Hamburg. Mit den "Hauptverdächtigen" kennt Anselm Lehmacher keine Gnade. Sie werden zerstückelt, eingewogen, in eine spezielle Nährlösung gelegt und schließlich über Nacht durchgeschüttelt - bisher ohne Erfolg. Über 120 Lebensmittel, darunter hauptsächlich Gemüse, hat der Mikrobiologe am Hamburger Institut für Hygiene und Umwelt in seiner Abteilung bereits auseinander- und unter die Lupe genommen. Aber: "Wir haben noch keinen konkreten Verdacht auf EHEC", sagt Lehmacher.

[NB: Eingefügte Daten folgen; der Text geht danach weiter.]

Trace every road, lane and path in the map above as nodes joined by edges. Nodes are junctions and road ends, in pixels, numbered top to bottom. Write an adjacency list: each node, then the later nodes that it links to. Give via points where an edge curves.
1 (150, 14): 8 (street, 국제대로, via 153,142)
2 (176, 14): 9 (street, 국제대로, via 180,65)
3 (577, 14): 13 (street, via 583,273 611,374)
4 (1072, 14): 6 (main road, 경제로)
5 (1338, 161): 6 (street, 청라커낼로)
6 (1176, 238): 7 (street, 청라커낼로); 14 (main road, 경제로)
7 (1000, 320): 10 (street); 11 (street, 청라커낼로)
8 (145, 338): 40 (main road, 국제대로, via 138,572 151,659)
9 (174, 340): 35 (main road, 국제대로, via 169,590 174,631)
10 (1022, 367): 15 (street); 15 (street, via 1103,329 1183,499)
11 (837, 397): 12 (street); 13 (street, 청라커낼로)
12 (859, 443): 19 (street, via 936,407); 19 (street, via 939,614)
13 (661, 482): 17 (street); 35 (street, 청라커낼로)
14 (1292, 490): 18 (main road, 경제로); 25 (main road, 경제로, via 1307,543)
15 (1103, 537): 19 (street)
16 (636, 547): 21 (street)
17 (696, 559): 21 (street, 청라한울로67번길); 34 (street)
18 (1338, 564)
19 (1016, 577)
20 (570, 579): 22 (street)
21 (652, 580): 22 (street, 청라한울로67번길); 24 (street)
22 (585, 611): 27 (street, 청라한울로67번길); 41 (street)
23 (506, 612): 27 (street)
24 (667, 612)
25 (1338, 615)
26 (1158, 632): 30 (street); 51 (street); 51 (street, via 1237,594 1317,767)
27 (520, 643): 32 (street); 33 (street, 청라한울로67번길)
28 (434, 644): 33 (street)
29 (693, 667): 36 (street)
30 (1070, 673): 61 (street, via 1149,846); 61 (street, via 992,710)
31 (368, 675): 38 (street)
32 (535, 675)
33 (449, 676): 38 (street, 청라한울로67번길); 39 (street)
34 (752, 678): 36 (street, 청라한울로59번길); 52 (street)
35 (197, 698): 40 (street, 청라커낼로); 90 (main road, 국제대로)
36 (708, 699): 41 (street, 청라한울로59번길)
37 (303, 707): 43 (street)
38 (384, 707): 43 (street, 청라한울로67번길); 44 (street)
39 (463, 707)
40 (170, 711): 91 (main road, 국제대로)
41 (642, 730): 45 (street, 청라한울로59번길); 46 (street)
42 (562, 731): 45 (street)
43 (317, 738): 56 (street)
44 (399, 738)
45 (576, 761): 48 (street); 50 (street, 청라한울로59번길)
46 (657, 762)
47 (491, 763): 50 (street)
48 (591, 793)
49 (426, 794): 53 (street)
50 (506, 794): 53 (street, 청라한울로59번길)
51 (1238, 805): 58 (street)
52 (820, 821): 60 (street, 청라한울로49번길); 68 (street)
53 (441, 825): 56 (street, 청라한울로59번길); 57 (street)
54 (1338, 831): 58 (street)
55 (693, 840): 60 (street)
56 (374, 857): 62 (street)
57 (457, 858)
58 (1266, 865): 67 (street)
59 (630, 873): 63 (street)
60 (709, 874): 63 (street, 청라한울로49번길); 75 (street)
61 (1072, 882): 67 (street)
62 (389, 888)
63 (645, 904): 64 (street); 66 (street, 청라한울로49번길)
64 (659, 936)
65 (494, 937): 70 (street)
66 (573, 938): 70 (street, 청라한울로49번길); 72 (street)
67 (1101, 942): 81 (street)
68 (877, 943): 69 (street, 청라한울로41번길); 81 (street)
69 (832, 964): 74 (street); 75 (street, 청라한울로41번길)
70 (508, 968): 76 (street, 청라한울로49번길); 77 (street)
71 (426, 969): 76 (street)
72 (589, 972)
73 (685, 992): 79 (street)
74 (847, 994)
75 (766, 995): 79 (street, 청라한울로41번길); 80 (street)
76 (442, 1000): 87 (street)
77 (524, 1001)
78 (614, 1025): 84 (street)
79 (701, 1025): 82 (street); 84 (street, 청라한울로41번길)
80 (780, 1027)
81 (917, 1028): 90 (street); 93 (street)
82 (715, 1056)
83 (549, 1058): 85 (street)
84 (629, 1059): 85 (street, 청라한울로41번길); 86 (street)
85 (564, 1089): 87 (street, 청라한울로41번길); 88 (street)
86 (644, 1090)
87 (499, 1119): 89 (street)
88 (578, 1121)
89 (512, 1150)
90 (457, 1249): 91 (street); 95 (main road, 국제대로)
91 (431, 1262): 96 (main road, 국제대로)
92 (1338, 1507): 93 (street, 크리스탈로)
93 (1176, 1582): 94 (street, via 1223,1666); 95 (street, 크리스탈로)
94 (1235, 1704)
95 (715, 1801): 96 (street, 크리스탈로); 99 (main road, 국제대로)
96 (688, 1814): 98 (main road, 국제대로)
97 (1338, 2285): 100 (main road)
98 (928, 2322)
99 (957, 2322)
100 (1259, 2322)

Seit vergangenem Freitag fahndet er querbeet. Die Herkunft des Durchfall-Erregers konnte er bisher nicht bestimmen. Die Jagd auf das gefährliche Bakterium läuft weiter auf Hochtouren.Im Stundentakt liefern Kuriere in Kühlboxen junges, verdächtiges Gemüse in das Labor der Abteilung Mikrobiologie in Hamburg. In Plastikfolien und Einweggläsern liegen die mutmaßlichen Bakterienträger kreuz und quer. Erbsen, Karotten, Radieschen und andere Lebensmittel müssen sich einer gründlichen Untersuchung unterziehen.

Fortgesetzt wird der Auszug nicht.